While most registered funds use the asset segregation approach originally outlined in Release 10666, for reverse repurchase agreements most BDCs do not have sufficient liquid assets to cover their obligations in this manner, so many BDCs already use the approach that would be required under the Proposed Rule. In addition, the SEC disclosure review staff has recently commented to certain BDCs and closed-end funds that use reverse repurchase agreements should be treated as subject to the asset coverage test, consistent with the requirements under the Proposed Rule.

Requirements for Unfunded Commitment Agreements

The Proposed Rule would permit a BDC to enter into an unfunded commitment agreement that is not a derivatives transaction (e.g., an agreement to provide financing to a portfolio company) if the BDC has a reasonable belief, at the time it enters into such an agreement, that it will have sufficient cash and cash equivalents to meet its obligations with respect to all of its unfunded commitment agreements, in each case as it becomes due. 

In forming a reasonable belief, the BDC would need to take into account its reasonable expectations with respect to other obligations (including with respect to senior securities and redemptions). The BDC would not be able to take into account cash to be raised through the issuance of additional equity or cash that may become available from the sale of an investment at a price that deviates significantly from the market value of the investment. The BDC also would be required to document the basis for its reasonable belief. If a BDC could not meet this test, it would be required to treat unfunded commitments as a derivatives transaction subject to the above requirements (as opposed to reverse repurchase agreements).

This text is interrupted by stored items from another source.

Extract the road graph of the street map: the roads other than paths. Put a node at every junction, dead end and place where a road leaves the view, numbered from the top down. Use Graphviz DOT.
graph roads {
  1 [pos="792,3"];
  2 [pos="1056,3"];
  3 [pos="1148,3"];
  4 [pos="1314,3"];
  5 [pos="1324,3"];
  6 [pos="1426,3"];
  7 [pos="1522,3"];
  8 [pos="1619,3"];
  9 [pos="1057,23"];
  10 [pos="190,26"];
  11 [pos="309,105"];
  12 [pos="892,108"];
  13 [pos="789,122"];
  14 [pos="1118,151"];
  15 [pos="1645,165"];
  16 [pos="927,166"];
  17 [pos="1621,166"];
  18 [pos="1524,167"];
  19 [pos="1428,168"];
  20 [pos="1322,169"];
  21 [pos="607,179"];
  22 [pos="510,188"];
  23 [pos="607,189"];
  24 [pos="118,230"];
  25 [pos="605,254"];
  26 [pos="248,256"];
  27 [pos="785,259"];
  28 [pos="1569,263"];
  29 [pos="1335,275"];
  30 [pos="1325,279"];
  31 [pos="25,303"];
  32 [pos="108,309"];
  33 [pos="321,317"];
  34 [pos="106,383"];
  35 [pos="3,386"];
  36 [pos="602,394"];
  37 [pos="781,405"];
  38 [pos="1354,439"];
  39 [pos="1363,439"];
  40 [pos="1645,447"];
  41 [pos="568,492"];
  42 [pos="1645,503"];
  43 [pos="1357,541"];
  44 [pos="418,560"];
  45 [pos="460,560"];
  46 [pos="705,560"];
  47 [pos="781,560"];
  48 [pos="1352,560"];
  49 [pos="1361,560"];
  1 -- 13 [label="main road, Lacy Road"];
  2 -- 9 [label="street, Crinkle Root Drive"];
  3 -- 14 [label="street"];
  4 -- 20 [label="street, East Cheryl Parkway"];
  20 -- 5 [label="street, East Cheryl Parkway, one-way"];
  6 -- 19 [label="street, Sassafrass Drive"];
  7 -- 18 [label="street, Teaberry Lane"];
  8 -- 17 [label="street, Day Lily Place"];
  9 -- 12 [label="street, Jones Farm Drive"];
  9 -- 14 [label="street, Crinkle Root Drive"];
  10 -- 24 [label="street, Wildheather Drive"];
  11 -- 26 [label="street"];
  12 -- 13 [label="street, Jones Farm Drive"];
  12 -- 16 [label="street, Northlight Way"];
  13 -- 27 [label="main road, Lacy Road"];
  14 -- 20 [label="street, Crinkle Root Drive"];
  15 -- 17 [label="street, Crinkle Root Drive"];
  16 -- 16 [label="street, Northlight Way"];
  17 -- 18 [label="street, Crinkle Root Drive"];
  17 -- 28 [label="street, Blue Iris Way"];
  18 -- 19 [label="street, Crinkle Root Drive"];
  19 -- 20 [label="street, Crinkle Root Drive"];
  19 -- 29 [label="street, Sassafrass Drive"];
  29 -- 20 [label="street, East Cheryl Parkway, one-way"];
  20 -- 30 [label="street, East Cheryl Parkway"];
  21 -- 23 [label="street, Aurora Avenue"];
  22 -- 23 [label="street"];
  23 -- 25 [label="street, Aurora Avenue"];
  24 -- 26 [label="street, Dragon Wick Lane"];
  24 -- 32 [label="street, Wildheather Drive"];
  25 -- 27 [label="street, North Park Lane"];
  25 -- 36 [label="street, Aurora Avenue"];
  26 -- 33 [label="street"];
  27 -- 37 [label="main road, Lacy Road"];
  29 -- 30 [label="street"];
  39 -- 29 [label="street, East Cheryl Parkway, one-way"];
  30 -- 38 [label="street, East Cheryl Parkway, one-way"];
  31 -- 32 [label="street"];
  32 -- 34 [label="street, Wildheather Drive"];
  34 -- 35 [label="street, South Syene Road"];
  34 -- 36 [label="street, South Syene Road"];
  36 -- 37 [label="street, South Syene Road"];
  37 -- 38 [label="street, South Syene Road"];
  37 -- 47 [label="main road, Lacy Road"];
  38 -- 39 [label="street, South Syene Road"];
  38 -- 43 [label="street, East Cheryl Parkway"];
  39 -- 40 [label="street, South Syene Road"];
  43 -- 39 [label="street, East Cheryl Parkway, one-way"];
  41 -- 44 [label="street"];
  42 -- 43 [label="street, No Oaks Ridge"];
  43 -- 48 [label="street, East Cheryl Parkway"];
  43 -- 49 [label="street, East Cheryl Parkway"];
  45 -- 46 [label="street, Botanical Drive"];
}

This approach is generally consistent with current practice and SEC disclosure review staff comment letters with respect to whether a BDC needs to segregate assets to cover its unfunded commitments.


1) Use of Derivatives by Registered Investment Companies and Business Development Companies; Required Due Diligence by Broker-Dealers and Registered Investment Advisers Regarding Retail Customers’ Transactions in Certain Leveraged/Inverse Investment Vehicles (Proposing Release), SEC Rel. Nos. 34-87607; IA-5413; IC-33704. 

2) Derivatives transactions include: any swap, security-based swap, futures contract, forward contract, option, any combination of the foregoing, or any similar instrument (each, a derivatives instrument), under which a fund is or may be required to make any payment or delivery of cash or other assets during the life of the instrument or at maturity or early termination whether as margin or settlement payment or otherwise; and any short sale borrowing.

3) Securities Trading Practices of Registered Investment Companies, SEC Release No. IC-10666 (Apr. 18, 1979).  

4) Delta refers to the ratio of change in the value of an option to the change in value of the asset into which the option is convertible. A BDC would delta adjust an option by multiplying the option’s unadjusted notional amount by the option’s delta.

5) These are the risks outlined in the requirements for BDCs and other funds that are subject to a derivatives risk management program, and thus would be a good place to start when preparing policies and procedures.